DATA FOR PROCESSING =
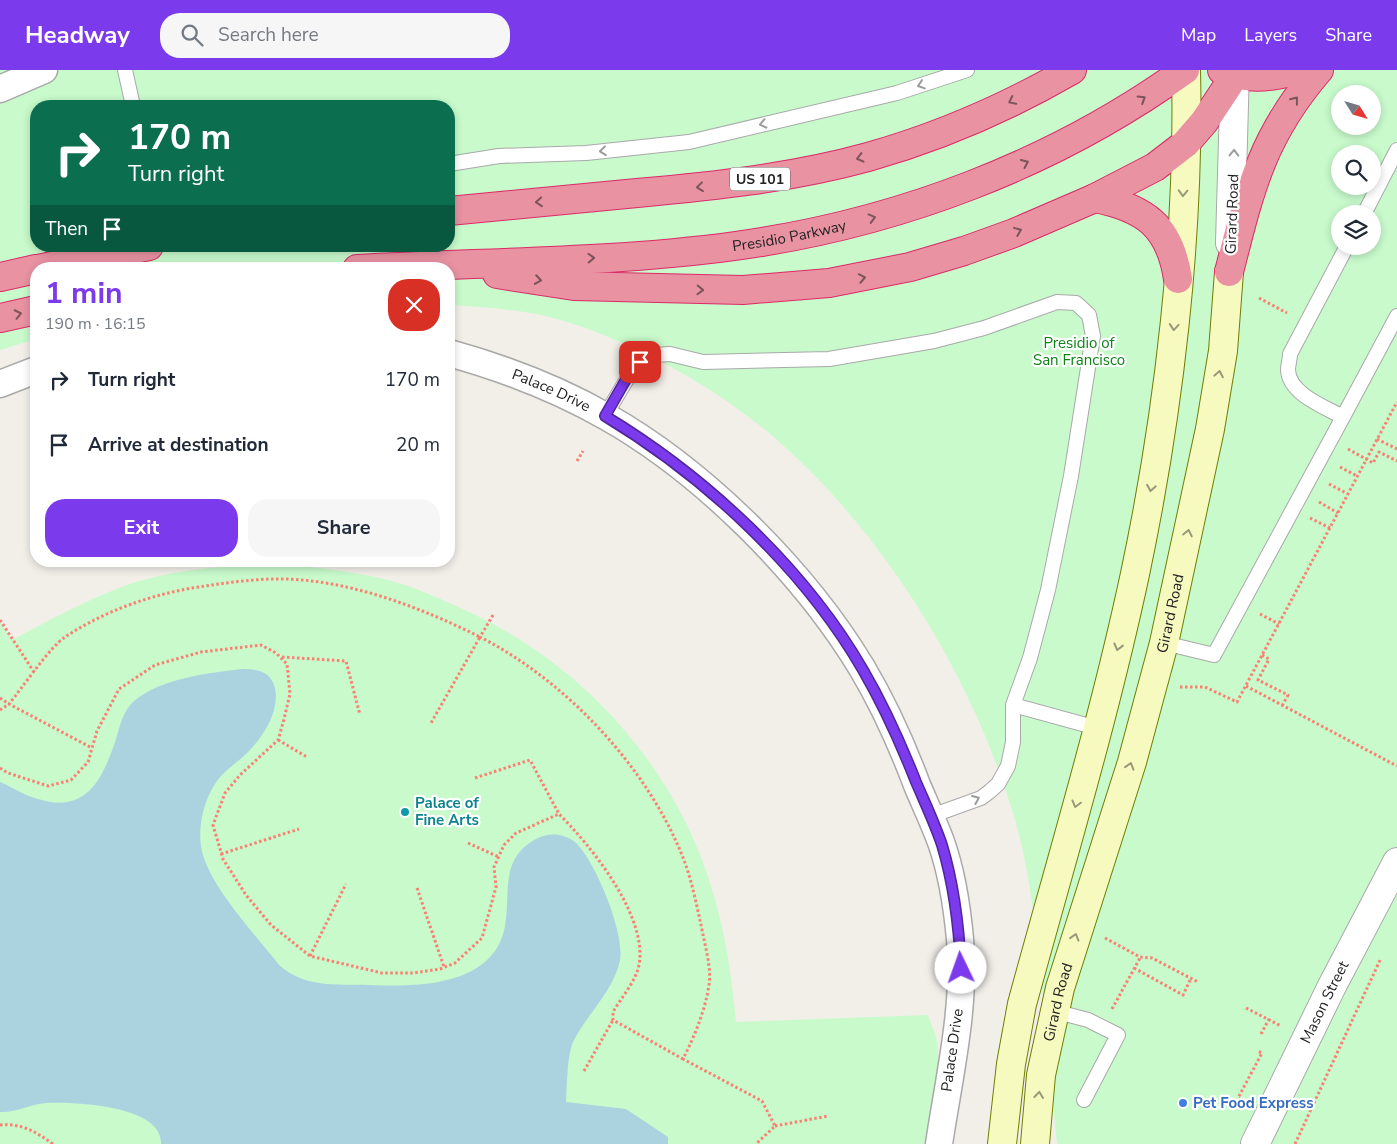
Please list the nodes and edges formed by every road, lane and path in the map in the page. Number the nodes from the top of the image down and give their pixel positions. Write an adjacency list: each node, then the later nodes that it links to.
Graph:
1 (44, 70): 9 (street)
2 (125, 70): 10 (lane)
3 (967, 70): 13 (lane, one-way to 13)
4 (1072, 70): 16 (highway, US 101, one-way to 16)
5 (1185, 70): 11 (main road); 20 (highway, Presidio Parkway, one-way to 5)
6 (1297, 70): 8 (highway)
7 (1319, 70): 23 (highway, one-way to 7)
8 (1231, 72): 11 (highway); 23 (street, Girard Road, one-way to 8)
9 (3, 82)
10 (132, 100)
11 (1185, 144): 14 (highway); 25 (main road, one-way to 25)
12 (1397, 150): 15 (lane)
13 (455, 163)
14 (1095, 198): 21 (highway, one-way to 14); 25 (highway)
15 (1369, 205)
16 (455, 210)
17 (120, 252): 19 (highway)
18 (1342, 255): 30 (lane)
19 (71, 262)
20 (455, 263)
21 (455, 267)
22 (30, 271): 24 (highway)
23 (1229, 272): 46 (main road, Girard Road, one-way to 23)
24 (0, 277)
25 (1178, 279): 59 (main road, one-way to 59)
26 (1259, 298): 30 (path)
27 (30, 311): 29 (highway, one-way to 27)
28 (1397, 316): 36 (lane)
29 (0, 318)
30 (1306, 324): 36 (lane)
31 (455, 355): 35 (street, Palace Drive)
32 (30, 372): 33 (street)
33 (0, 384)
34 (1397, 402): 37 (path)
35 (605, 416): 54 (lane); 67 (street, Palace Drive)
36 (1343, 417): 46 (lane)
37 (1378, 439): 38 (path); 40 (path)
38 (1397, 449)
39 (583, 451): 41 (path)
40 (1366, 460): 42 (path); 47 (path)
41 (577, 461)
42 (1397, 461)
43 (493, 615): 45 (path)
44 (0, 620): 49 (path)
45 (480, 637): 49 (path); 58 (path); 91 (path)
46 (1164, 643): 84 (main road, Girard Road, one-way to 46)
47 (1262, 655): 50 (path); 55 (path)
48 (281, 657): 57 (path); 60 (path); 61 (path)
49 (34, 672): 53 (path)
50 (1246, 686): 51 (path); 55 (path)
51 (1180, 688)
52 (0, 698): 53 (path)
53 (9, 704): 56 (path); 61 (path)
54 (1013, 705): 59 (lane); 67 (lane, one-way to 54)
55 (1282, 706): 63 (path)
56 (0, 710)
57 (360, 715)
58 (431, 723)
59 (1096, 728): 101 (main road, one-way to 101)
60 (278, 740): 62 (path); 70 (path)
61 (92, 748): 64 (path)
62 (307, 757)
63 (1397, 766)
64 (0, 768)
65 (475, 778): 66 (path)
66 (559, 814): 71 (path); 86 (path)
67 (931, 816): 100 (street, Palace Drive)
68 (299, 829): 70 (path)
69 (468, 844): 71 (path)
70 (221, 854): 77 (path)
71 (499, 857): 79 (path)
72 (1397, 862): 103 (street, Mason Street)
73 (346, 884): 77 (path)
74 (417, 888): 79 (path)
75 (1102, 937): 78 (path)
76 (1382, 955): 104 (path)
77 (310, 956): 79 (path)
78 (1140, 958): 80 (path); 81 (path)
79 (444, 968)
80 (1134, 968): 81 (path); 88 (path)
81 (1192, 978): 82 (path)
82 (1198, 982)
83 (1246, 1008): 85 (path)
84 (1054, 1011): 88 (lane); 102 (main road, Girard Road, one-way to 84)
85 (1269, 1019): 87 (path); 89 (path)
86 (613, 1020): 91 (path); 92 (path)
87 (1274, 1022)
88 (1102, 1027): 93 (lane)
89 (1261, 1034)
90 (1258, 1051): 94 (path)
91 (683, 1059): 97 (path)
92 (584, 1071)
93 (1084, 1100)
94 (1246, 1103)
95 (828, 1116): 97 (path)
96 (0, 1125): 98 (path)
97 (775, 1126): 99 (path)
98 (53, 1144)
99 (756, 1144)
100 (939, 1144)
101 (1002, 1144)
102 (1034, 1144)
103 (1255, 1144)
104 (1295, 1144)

ASSIGNMENT =
Filter the listing above for lines with the word "Drive", and copy each one you find.

EXERCISE RESPONSE =
31 (455, 355): 35 (street, Palace Drive)
35 (605, 416): 54 (lane); 67 (street, Palace Drive)
67 (931, 816): 100 (street, Palace Drive)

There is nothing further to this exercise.